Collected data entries
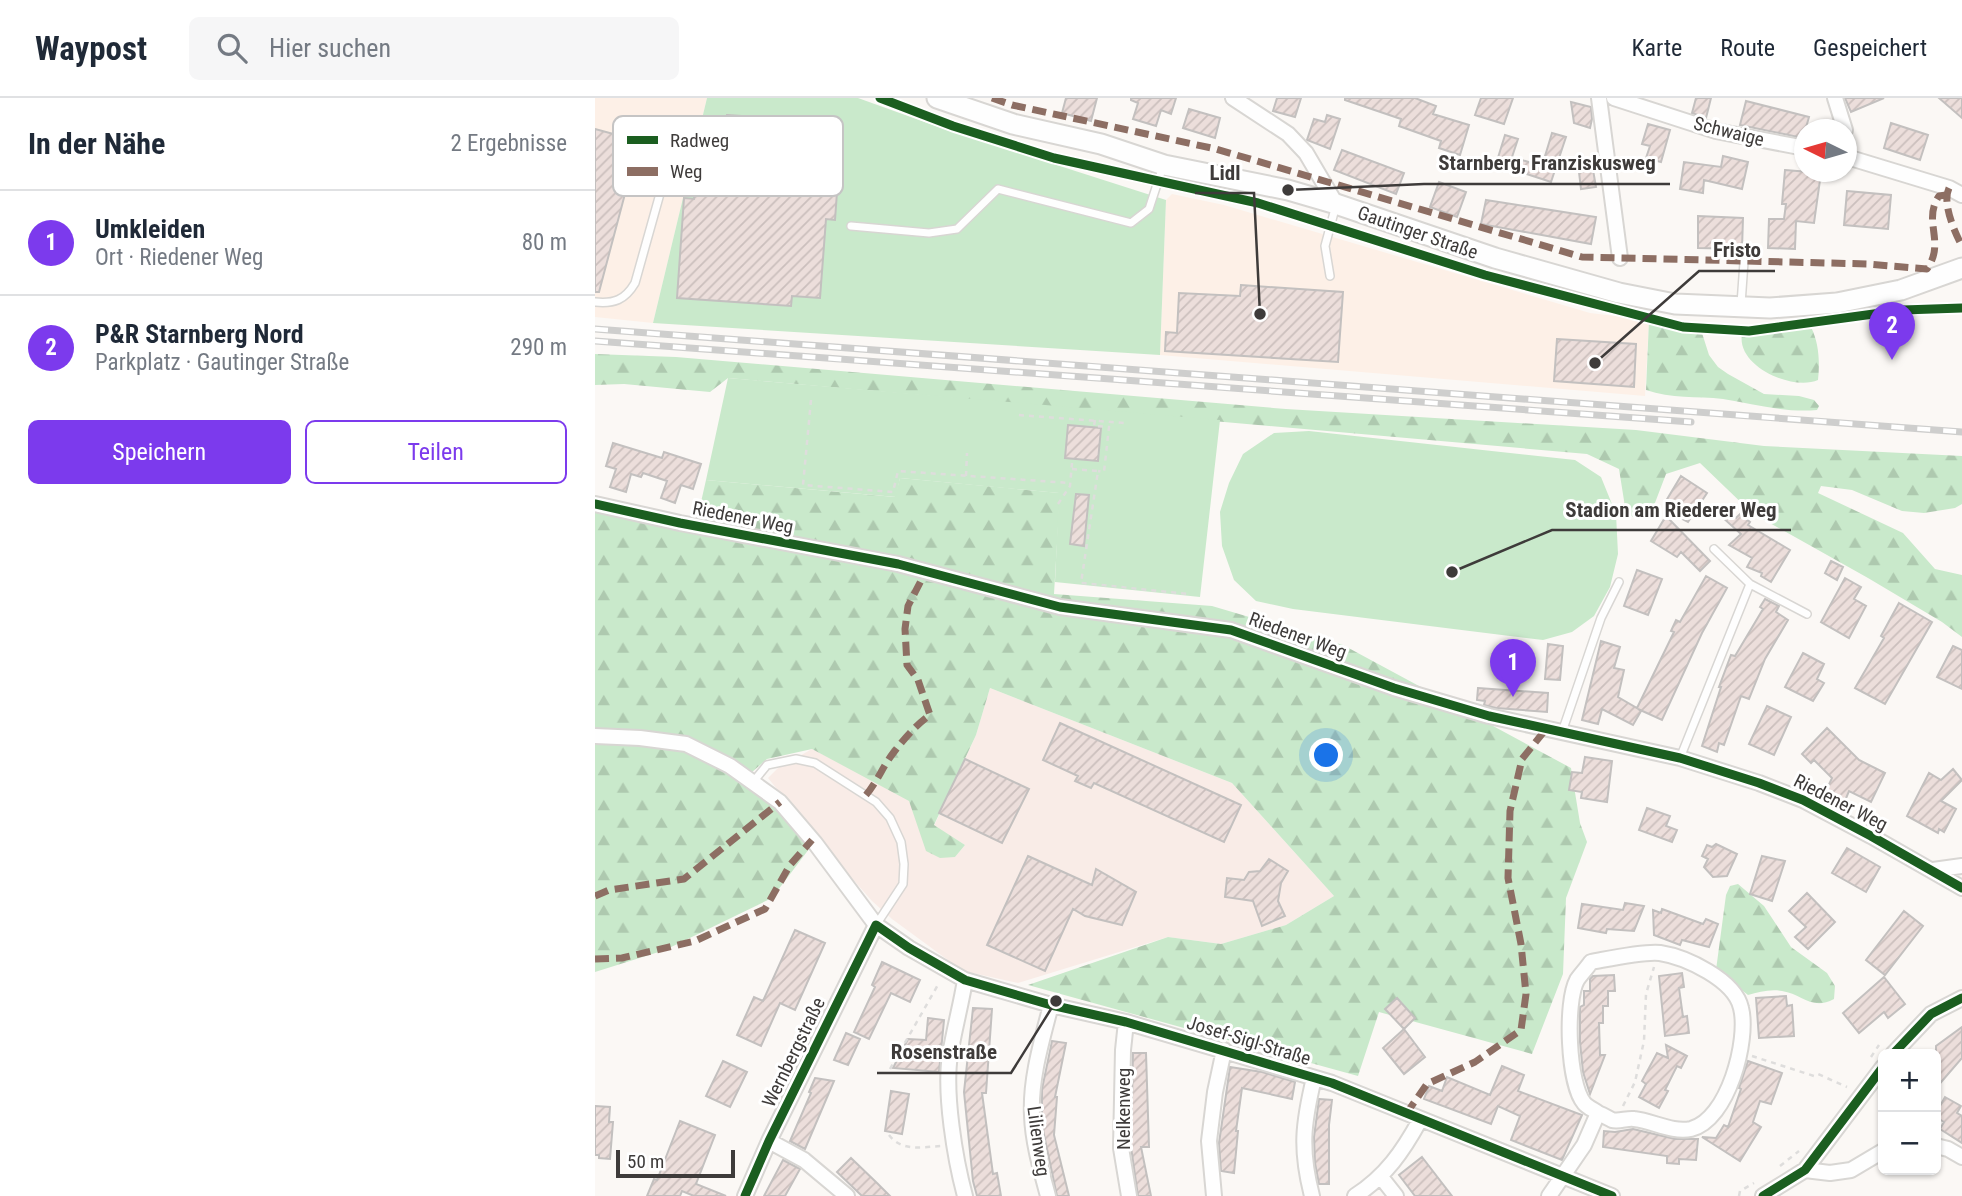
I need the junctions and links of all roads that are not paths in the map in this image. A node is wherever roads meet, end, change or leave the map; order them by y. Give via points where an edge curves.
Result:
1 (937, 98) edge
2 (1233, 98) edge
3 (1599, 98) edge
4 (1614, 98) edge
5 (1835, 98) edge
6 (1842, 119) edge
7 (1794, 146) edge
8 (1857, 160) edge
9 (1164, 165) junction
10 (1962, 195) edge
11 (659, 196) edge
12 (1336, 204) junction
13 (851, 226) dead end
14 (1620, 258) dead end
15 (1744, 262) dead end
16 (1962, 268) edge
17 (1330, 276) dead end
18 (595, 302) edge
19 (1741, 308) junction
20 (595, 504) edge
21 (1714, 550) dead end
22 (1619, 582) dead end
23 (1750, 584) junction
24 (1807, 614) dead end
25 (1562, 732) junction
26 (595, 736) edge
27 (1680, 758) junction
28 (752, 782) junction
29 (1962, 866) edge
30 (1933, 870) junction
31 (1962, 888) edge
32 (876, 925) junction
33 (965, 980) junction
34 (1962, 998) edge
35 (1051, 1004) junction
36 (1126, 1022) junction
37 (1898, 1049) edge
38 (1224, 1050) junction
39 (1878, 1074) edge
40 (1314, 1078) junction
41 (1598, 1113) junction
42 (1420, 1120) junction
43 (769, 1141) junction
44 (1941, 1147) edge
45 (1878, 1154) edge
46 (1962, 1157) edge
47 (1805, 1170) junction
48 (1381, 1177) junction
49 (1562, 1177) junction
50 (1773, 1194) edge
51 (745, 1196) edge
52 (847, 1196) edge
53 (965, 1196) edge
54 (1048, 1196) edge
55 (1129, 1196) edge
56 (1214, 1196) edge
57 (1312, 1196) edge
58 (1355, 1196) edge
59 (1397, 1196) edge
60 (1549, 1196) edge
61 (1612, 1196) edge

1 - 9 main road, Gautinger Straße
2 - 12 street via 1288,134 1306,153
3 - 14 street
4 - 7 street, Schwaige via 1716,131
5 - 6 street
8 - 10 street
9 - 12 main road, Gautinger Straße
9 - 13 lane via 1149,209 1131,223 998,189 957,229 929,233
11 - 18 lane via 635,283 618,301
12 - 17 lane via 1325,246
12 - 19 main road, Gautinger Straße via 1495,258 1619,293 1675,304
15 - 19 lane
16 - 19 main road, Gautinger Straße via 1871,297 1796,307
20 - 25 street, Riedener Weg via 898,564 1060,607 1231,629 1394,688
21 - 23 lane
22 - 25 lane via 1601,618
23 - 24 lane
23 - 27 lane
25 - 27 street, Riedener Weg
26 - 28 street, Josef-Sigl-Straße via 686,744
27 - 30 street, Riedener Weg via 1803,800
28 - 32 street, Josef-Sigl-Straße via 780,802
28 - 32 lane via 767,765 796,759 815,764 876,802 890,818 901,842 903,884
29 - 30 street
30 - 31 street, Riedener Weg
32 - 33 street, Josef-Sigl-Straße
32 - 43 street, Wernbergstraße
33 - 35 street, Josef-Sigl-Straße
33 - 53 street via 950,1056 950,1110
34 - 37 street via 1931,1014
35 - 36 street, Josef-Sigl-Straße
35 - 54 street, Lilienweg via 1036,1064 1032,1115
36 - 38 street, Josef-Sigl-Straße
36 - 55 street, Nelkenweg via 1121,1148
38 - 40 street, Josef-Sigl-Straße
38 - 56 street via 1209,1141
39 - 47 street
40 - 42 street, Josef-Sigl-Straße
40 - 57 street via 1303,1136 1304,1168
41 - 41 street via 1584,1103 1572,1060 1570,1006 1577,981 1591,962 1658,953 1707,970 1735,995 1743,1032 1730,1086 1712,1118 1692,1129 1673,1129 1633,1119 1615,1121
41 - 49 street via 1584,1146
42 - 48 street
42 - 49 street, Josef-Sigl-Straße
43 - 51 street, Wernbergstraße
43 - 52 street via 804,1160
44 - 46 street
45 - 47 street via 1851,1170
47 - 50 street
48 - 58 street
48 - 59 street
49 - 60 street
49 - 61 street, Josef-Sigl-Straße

**Task to carry out**
Give the data again exactly, image-free.

**Your solution**
I need the junctions and links of all roads that are not paths in the map in this image. A node is wherever roads meet, end, change or leave the map; order them by y. Give via points where an edge curves.
Result:
1 (937, 98) edge
2 (1233, 98) edge
3 (1599, 98) edge
4 (1614, 98) edge
5 (1835, 98) edge
6 (1842, 119) edge
7 (1794, 146) edge
8 (1857, 160) edge
9 (1164, 165) junction
10 (1962, 195) edge
11 (659, 196) edge
12 (1336, 204) junction
13 (851, 226) dead end
14 (1620, 258) dead end
15 (1744, 262) dead end
16 (1962, 268) edge
17 (1330, 276) dead end
18 (595, 302) edge
19 (1741, 308) junction
20 (595, 504) edge
21 (1714, 550) dead end
22 (1619, 582) dead end
23 (1750, 584) junction
24 (1807, 614) dead end
25 (1562, 732) junction
26 (595, 736) edge
27 (1680, 758) junction
28 (752, 782) junction
29 (1962, 866) edge
30 (1933, 870) junction
31 (1962, 888) edge
32 (876, 925) junction
33 (965, 980) junction
34 (1962, 998) edge
35 (1051, 1004) junction
36 (1126, 1022) junction
37 (1898, 1049) edge
38 (1224, 1050) junction
39 (1878, 1074) edge
40 (1314, 1078) junction
41 (1598, 1113) junction
42 (1420, 1120) junction
43 (769, 1141) junction
44 (1941, 1147) edge
45 (1878, 1154) edge
46 (1962, 1157) edge
47 (1805, 1170) junction
48 (1381, 1177) junction
49 (1562, 1177) junction
50 (1773, 1194) edge
51 (745, 1196) edge
52 (847, 1196) edge
53 (965, 1196) edge
54 (1048, 1196) edge
55 (1129, 1196) edge
56 (1214, 1196) edge
57 (1312, 1196) edge
58 (1355, 1196) edge
59 (1397, 1196) edge
60 (1549, 1196) edge
61 (1612, 1196) edge

1 - 9 main road, Gautinger Straße
2 - 12 street via 1288,134 1306,153
3 - 14 street
4 - 7 street, Schwaige via 1716,131
5 - 6 street
8 - 10 street
9 - 12 main road, Gautinger Straße
9 - 13 lane via 1149,209 1131,223 998,189 957,229 929,233
11 - 18 lane via 635,283 618,301
12 - 17 lane via 1325,246
12 - 19 main road, Gautinger Straße via 1495,258 1619,293 1675,304
15 - 19 lane
16 - 19 main road, Gautinger Straße via 1871,297 1796,307
20 - 25 street, Riedener Weg via 898,564 1060,607 1231,629 1394,688
21 - 23 lane
22 - 25 lane via 1601,618
23 - 24 lane
23 - 27 lane
25 - 27 street, Riedener Weg
26 - 28 street, Josef-Sigl-Straße via 686,744
27 - 30 street, Riedener Weg via 1803,800
28 - 32 street, Josef-Sigl-Straße via 780,802
28 - 32 lane via 767,765 796,759 815,764 876,802 890,818 901,842 903,884
29 - 30 street
30 - 31 street, Riedener Weg
32 - 33 street, Josef-Sigl-Straße
32 - 43 street, Wernbergstraße
33 - 35 street, Josef-Sigl-Straße
33 - 53 street via 950,1056 950,1110
34 - 37 street via 1931,1014
35 - 36 street, Josef-Sigl-Straße
35 - 54 street, Lilienweg via 1036,1064 1032,1115
36 - 38 street, Josef-Sigl-Straße
36 - 55 street, Nelkenweg via 1121,1148
38 - 40 street, Josef-Sigl-Straße
38 - 56 street via 1209,1141
39 - 47 street
40 - 42 street, Josef-Sigl-Straße
40 - 57 street via 1303,1136 1304,1168
41 - 41 street via 1584,1103 1572,1060 1570,1006 1577,981 1591,962 1658,953 1707,970 1735,995 1743,1032 1730,1086 1712,1118 1692,1129 1673,1129 1633,1119 1615,1121
41 - 49 street via 1584,1146
42 - 48 street
42 - 49 street, Josef-Sigl-Straße
43 - 51 street, Wernbergstraße
43 - 52 street via 804,1160
44 - 46 street
45 - 47 street via 1851,1170
47 - 50 street
48 - 58 street
48 - 59 street
49 - 60 street
49 - 61 street, Josef-Sigl-Straße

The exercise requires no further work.